| WHAT THE TASK ASKS |
Write out exactly the lines that run from the one containing "gsave x y translate w h scale" to the end of the entries below, with both end lines included.

Collection entries:
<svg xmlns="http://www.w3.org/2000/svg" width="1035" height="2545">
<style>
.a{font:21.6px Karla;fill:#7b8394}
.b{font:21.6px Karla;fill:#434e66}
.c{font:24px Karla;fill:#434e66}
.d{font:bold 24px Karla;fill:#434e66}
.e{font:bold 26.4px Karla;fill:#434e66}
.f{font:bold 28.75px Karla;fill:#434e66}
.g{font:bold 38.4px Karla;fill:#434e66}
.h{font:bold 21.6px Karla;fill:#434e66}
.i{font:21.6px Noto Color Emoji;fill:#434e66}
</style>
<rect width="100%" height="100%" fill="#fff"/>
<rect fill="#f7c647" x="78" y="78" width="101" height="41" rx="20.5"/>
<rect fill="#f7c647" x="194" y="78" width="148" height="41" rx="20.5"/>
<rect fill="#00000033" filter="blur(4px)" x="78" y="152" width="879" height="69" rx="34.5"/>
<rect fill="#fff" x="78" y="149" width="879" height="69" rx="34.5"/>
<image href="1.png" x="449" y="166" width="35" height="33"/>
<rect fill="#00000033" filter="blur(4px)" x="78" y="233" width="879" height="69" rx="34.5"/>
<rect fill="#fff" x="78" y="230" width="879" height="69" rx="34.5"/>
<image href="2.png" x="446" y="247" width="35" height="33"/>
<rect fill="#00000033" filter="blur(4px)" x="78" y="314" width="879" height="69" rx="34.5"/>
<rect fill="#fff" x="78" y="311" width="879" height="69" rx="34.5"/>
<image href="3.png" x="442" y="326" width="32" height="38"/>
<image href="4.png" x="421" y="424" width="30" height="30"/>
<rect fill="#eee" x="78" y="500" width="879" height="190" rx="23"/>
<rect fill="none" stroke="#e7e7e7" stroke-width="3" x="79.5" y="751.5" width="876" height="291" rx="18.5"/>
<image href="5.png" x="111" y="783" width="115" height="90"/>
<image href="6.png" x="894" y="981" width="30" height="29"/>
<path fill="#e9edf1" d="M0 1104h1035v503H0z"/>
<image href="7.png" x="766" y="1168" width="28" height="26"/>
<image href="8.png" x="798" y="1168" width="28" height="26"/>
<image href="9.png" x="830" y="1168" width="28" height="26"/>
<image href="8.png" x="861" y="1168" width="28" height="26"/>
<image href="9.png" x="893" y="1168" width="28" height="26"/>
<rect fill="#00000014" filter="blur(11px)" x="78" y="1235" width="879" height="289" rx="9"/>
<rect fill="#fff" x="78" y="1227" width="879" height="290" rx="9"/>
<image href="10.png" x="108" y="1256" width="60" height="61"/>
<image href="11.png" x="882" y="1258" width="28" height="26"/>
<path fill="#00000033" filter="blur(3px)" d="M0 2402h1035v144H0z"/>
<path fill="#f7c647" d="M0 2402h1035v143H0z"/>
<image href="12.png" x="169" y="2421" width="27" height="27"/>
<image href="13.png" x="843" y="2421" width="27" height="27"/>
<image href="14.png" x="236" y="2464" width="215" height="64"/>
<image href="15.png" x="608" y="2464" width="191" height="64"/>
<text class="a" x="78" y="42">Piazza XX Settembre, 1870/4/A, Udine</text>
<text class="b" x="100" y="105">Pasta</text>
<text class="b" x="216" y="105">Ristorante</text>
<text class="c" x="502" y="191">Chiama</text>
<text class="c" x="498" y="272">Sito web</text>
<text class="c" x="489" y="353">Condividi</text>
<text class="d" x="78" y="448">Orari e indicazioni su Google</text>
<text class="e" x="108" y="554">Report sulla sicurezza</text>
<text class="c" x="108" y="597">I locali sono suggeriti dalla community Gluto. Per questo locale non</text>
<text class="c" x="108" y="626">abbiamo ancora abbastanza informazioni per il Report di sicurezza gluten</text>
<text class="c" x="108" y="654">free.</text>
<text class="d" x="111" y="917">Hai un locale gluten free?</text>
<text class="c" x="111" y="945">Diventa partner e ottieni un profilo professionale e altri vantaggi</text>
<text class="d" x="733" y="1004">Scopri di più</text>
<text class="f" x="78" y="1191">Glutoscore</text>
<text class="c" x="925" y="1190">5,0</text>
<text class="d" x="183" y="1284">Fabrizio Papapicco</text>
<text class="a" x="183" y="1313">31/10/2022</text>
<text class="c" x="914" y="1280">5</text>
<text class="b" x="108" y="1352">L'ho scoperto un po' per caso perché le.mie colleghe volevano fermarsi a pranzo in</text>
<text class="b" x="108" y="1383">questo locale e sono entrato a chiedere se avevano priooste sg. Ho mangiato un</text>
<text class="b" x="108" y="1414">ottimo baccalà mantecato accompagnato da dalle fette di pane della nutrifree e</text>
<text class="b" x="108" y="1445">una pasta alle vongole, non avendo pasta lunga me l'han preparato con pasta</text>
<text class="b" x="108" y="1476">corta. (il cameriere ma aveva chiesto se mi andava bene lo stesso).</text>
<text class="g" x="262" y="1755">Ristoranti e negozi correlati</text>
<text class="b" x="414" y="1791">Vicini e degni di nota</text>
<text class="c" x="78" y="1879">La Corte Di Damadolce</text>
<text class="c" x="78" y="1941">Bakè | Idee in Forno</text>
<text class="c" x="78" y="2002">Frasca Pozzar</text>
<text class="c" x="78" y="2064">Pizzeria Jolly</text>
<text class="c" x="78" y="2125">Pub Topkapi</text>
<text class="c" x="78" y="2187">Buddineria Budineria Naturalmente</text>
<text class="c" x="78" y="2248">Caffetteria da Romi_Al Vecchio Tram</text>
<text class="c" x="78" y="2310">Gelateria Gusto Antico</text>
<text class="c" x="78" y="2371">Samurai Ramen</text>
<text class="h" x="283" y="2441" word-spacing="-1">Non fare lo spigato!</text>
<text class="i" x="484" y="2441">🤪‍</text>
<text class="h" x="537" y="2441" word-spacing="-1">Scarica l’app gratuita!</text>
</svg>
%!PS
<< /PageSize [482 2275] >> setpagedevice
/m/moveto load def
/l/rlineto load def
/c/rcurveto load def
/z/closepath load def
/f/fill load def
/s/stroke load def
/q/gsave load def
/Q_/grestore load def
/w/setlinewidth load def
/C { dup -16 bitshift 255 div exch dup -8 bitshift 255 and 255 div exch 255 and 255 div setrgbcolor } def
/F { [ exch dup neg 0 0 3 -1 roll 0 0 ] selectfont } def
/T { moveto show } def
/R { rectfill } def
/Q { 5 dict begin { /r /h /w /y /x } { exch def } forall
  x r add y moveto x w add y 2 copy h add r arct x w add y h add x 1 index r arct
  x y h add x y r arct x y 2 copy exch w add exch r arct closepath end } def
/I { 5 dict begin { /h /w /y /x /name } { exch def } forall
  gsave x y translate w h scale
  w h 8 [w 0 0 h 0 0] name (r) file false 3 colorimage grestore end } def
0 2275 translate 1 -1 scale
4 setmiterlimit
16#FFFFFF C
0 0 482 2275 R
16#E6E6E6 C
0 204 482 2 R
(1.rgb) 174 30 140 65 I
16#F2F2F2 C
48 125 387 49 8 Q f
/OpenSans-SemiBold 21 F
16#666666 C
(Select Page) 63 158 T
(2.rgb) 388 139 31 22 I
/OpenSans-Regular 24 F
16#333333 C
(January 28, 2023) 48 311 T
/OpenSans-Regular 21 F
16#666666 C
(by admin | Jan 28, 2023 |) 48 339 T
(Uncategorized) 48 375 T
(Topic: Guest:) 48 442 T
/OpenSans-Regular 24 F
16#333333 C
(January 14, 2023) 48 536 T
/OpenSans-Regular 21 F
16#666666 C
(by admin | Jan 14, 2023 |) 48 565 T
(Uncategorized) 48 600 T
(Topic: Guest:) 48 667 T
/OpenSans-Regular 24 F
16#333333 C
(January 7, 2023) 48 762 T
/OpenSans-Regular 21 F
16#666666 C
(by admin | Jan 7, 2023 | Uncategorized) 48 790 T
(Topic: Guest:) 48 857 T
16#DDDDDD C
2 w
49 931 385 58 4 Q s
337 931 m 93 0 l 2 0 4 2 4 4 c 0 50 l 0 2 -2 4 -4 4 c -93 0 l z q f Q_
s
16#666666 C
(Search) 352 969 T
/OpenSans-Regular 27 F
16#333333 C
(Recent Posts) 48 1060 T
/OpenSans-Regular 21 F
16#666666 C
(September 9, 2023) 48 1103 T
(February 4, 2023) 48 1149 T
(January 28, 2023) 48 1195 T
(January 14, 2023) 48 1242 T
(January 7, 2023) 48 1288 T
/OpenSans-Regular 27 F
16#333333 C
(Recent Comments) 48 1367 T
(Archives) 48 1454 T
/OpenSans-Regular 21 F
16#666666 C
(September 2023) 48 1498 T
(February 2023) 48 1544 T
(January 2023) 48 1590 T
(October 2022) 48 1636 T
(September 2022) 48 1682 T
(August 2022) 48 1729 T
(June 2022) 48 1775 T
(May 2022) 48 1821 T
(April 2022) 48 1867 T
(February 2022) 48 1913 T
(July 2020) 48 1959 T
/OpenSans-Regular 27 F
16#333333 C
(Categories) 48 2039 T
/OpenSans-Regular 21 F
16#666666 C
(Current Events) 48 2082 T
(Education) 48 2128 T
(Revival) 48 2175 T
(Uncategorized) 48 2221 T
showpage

| EXERCISE OUTPUT |
  gsave x y translate w h scale
  w h 8 [w 0 0 h 0 0] name (r) file false 3 colorimage grestore end } def
0 2275 translate 1 -1 scale
4 setmiterlimit
16#FFFFFF C
0 0 482 2275 R
16#E6E6E6 C
0 204 482 2 R
(1.rgb) 174 30 140 65 I
16#F2F2F2 C
48 125 387 49 8 Q f
/OpenSans-SemiBold 21 F
16#666666 C
(Select Page) 63 158 T
(2.rgb) 388 139 31 22 I
/OpenSans-Regular 24 F
16#333333 C
(January 28, 2023) 48 311 T
/OpenSans-Regular 21 F
16#666666 C
(by admin | Jan 28, 2023 |) 48 339 T
(Uncategorized) 48 375 T
(Topic: Guest:) 48 442 T
/OpenSans-Regular 24 F
16#333333 C
(January 14, 2023) 48 536 T
/OpenSans-Regular 21 F
16#666666 C
(by admin | Jan 14, 2023 |) 48 565 T
(Uncategorized) 48 600 T
(Topic: Guest:) 48 667 T
/OpenSans-Regular 24 F
16#333333 C
(January 7, 2023) 48 762 T
/OpenSans-Regular 21 F
16#666666 C
(by admin | Jan 7, 2023 | Uncategorized) 48 790 T
(Topic: Guest:) 48 857 T
16#DDDDDD C
2 w
49 931 385 58 4 Q s
337 931 m 93 0 l 2 0 4 2 4 4 c 0 50 l 0 2 -2 4 -4 4 c -93 0 l z q f Q_
s
16#666666 C
(Search) 352 969 T
/OpenSans-Regular 27 F
16#333333 C
(Recent Posts) 48 1060 T
/OpenSans-Regular 21 F
16#666666 C
(September 9, 2023) 48 1103 T
(February 4, 2023) 48 1149 T
(January 28, 2023) 48 1195 T
(January 14, 2023) 48 1242 T
(January 7, 2023) 48 1288 T
/OpenSans-Regular 27 F
16#333333 C
(Recent Comments) 48 1367 T
(Archives) 48 1454 T
/OpenSans-Regular 21 F
16#666666 C
(September 2023) 48 1498 T
(February 2023) 48 1544 T
(January 2023) 48 1590 T
(October 2022) 48 1636 T
(September 2022) 48 1682 T
(August 2022) 48 1729 T
(June 2022) 48 1775 T
(May 2022) 48 1821 T
(April 2022) 48 1867 T
(February 2022) 48 1913 T
(July 2020) 48 1959 T
/OpenSans-Regular 27 F
16#333333 C
(Categories) 48 2039 T
/OpenSans-Regular 21 F
16#666666 C
(Current Events) 48 2082 T
(Education) 48 2128 T
(Revival) 48 2175 T
(Uncategorized) 48 2221 T
showpage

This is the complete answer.